There are many many ways to make a decent cup of coffee. We are seeing some of these alternate methods returning to commercial use around Wellington’s more interesting cafés: the Swiss Gold; the Chemex; the V60; the cold drip… and the siphon.

Dave Lamason, formerly Peoples Coffee’s barista trainer, is passionate about the siphon. So passionate he’s opened a new café dedicated to this most theatrical of coffee-making methods.

Lamason in Lombard Street
Lamason in Lombard Street

This is Lamason, Wellington’s only siphon-brewed coffee bar. (Others do siphon, it’s true: Memphis Belle, Customs Brew Bar, and for a short while Mojo Origins – but Lamason is the first to make this method the centrepiece of their café experience.) Lamason is underneath the carpark in Lombard Street – that’s the odd little street running between Bond Street and the former Manners Mall.

Inside there’s a lot of bare concrete, with the dominant feature being a very large wooden bar. And on the bar is The Apparatus.

The Apparatus
The Apparatus

The Siphon is an old method of making coffee: it was invented sometime in the 1830s, but largely fell out of favour in the last half century or so. It held on in Japan, from where Dave imported his special café grade version for making multiple brews quickly.

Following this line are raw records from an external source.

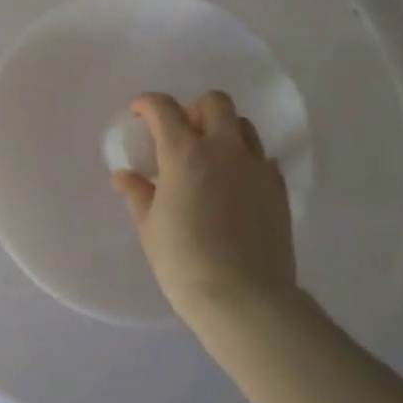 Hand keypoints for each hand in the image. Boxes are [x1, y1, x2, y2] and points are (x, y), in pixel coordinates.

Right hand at [112, 91, 296, 322]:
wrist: (245, 299)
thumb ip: (138, 194)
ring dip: (223, 131)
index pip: (163, 108)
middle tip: (181, 135)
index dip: (147, 104)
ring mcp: (256, 167)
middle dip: (193, 109)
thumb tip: (124, 176)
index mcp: (185, 153)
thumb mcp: (150, 228)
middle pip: (214, 102)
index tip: (138, 114)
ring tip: (210, 158)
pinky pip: (262, 158)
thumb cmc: (185, 262)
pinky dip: (246, 161)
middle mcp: (224, 149)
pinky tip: (235, 185)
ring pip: (243, 126)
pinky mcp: (278, 188) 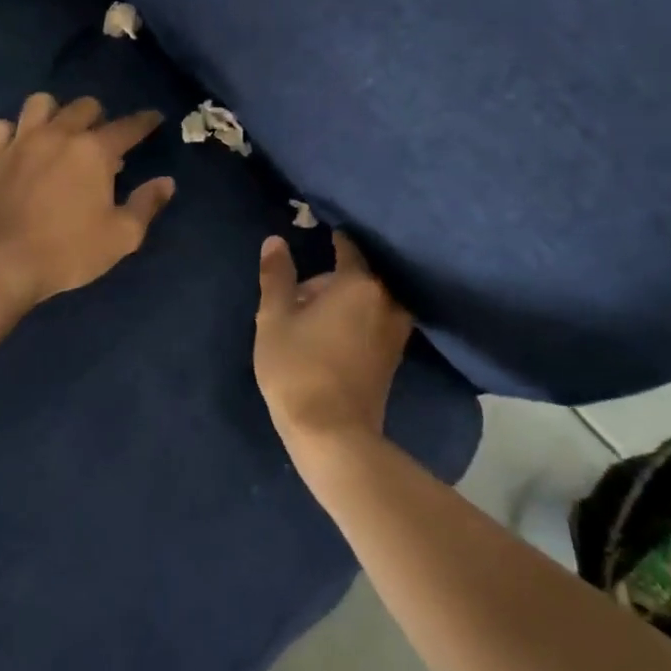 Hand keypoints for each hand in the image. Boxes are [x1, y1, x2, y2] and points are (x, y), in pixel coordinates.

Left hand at [0, 93, 176, 308]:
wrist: (3, 264)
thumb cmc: (69, 251)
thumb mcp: (122, 236)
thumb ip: (146, 204)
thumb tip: (166, 182)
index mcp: (95, 151)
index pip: (128, 127)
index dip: (145, 121)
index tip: (154, 118)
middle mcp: (59, 135)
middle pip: (84, 106)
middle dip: (100, 117)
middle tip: (103, 142)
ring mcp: (22, 142)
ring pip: (40, 103)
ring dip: (55, 113)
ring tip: (60, 134)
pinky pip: (1, 126)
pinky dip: (12, 131)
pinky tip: (20, 147)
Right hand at [254, 231, 413, 460]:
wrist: (332, 434)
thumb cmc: (298, 368)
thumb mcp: (274, 318)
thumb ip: (276, 276)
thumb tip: (275, 241)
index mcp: (359, 284)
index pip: (348, 248)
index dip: (331, 240)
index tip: (317, 236)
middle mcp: (387, 301)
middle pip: (357, 277)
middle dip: (329, 281)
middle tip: (296, 298)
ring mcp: (396, 331)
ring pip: (367, 301)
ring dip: (343, 303)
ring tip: (312, 318)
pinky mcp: (394, 357)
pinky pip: (374, 322)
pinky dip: (356, 321)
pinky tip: (331, 336) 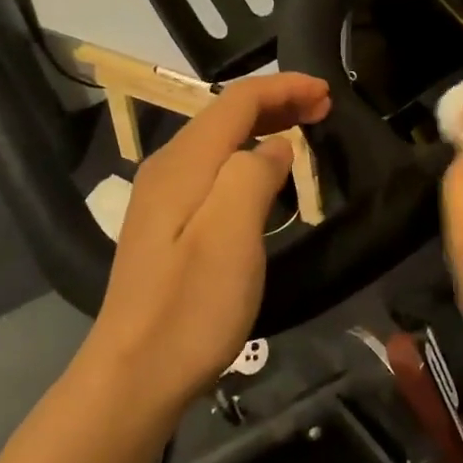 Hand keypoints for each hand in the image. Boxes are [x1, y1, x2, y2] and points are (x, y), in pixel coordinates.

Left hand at [84, 73, 330, 407]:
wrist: (135, 374)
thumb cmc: (191, 305)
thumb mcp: (232, 234)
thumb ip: (253, 175)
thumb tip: (274, 148)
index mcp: (183, 163)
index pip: (237, 101)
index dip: (283, 88)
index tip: (327, 93)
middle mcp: (167, 169)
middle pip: (225, 116)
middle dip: (275, 103)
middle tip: (322, 109)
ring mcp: (162, 200)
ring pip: (218, 143)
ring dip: (262, 128)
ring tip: (302, 132)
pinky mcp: (166, 228)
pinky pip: (212, 171)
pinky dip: (246, 158)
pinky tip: (263, 177) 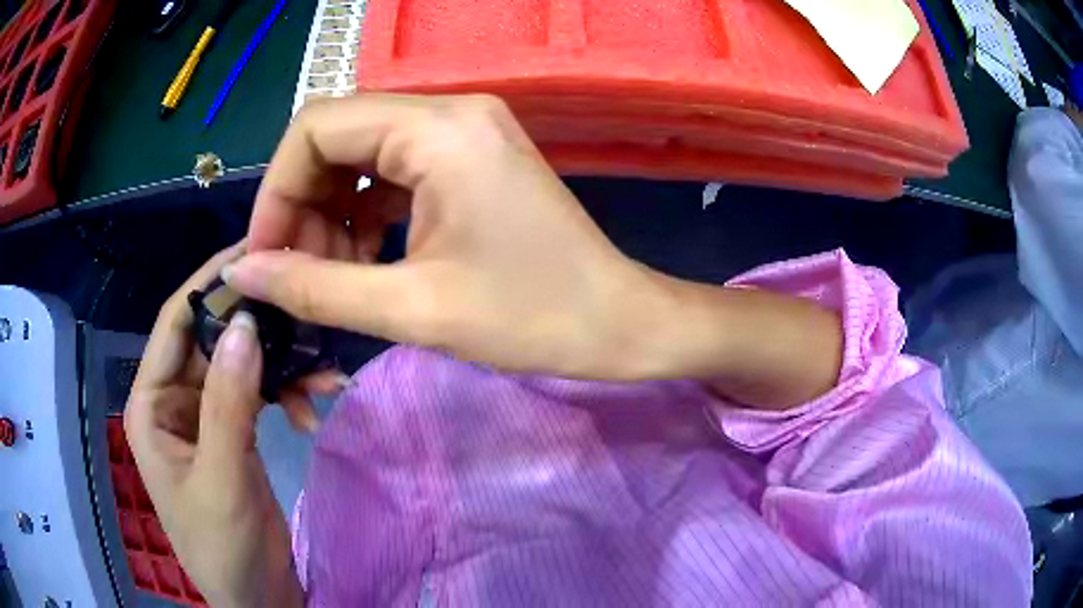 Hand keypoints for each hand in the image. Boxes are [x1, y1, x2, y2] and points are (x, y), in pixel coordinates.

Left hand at [125, 244, 340, 606]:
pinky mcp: (233, 432)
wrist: (256, 598)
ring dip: (280, 365)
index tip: (253, 252)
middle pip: (212, 340)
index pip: (174, 325)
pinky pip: (258, 394)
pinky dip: (287, 393)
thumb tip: (245, 323)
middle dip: (256, 328)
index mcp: (152, 405)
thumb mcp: (222, 480)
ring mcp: (205, 416)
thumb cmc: (222, 548)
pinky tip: (314, 406)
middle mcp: (174, 400)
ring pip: (241, 365)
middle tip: (302, 307)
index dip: (208, 285)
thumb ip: (228, 404)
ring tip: (323, 371)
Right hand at [228, 94, 656, 378]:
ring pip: (361, 154)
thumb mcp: (412, 308)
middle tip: (295, 273)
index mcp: (440, 129)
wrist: (618, 322)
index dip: (276, 192)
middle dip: (302, 204)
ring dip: (329, 211)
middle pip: (336, 135)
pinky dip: (363, 211)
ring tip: (328, 274)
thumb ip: (314, 288)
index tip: (264, 256)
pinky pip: (392, 169)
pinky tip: (361, 257)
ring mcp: (464, 131)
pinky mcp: (471, 157)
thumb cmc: (532, 319)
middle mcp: (451, 111)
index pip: (317, 126)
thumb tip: (243, 272) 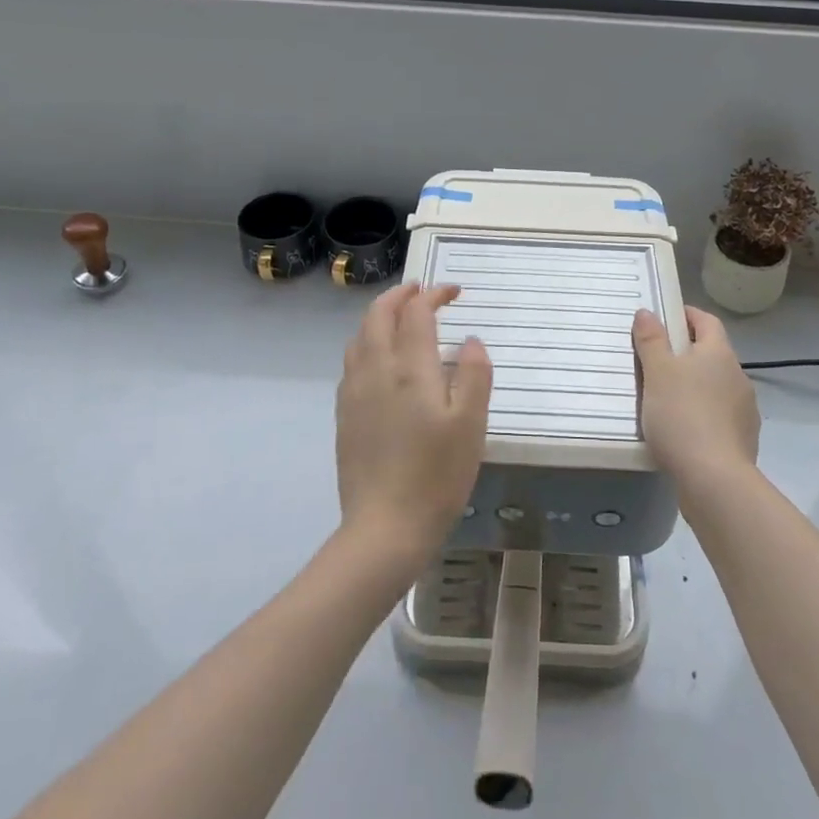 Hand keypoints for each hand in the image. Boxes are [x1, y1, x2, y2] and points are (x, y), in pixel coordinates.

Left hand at [335, 283, 492, 562]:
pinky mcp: (344, 414)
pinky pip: (352, 361)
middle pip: (379, 315)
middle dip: (400, 295)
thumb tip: (470, 340)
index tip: (454, 291)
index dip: (433, 295)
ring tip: (400, 318)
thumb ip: (473, 375)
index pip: (416, 313)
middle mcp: (375, 370)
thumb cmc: (437, 475)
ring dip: (379, 316)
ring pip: (360, 336)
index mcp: (409, 368)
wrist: (384, 527)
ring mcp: (354, 392)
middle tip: (421, 291)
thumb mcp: (471, 424)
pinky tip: (380, 360)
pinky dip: (367, 343)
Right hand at [632, 306, 760, 493]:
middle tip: (654, 361)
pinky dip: (701, 415)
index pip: (707, 321)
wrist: (715, 480)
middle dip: (686, 354)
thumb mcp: (657, 372)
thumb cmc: (682, 415)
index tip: (663, 318)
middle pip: (711, 354)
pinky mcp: (743, 439)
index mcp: (719, 353)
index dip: (686, 315)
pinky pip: (718, 416)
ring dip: (694, 387)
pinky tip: (681, 430)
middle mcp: (738, 376)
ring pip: (715, 387)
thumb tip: (648, 312)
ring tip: (664, 399)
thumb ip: (651, 340)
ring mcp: (744, 410)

You have two pieces of glassware: the lower a bulb filled with water and heated; the top a cylinder with the grounds in, stopped at the bottom with a washable cloth filter. Through the “magic” of science, hot water is driven into the top; after a short while the heat is removed and the cooling air sucks the water through the grounds back into the bottom. And then you can drink it. (Just let it cool for a minute or two first.)

The final result
The final result

Wikipedia explains it better, and CoffeeGeek has, well, an even geekier take on it. The water doesn’t stay on the grounds for too long, so there’s no danger of over-extraction or bitterness. Furthermore, many people claim the filter system used lets more of the flavour through compared to paper filter systems.

But bottom line: it’s lovely to watch, and makes a clean tasting cup that reveals the flavours of the bean itself. It’s another good way to try single origin coffee.

Of course you can get your regular espresso or latté (and in time, V60 pourover) at Lamason too, made to the standards we’d expect of Peoples, but this Wellingtonista would thoroughly recommend you also try the siphon.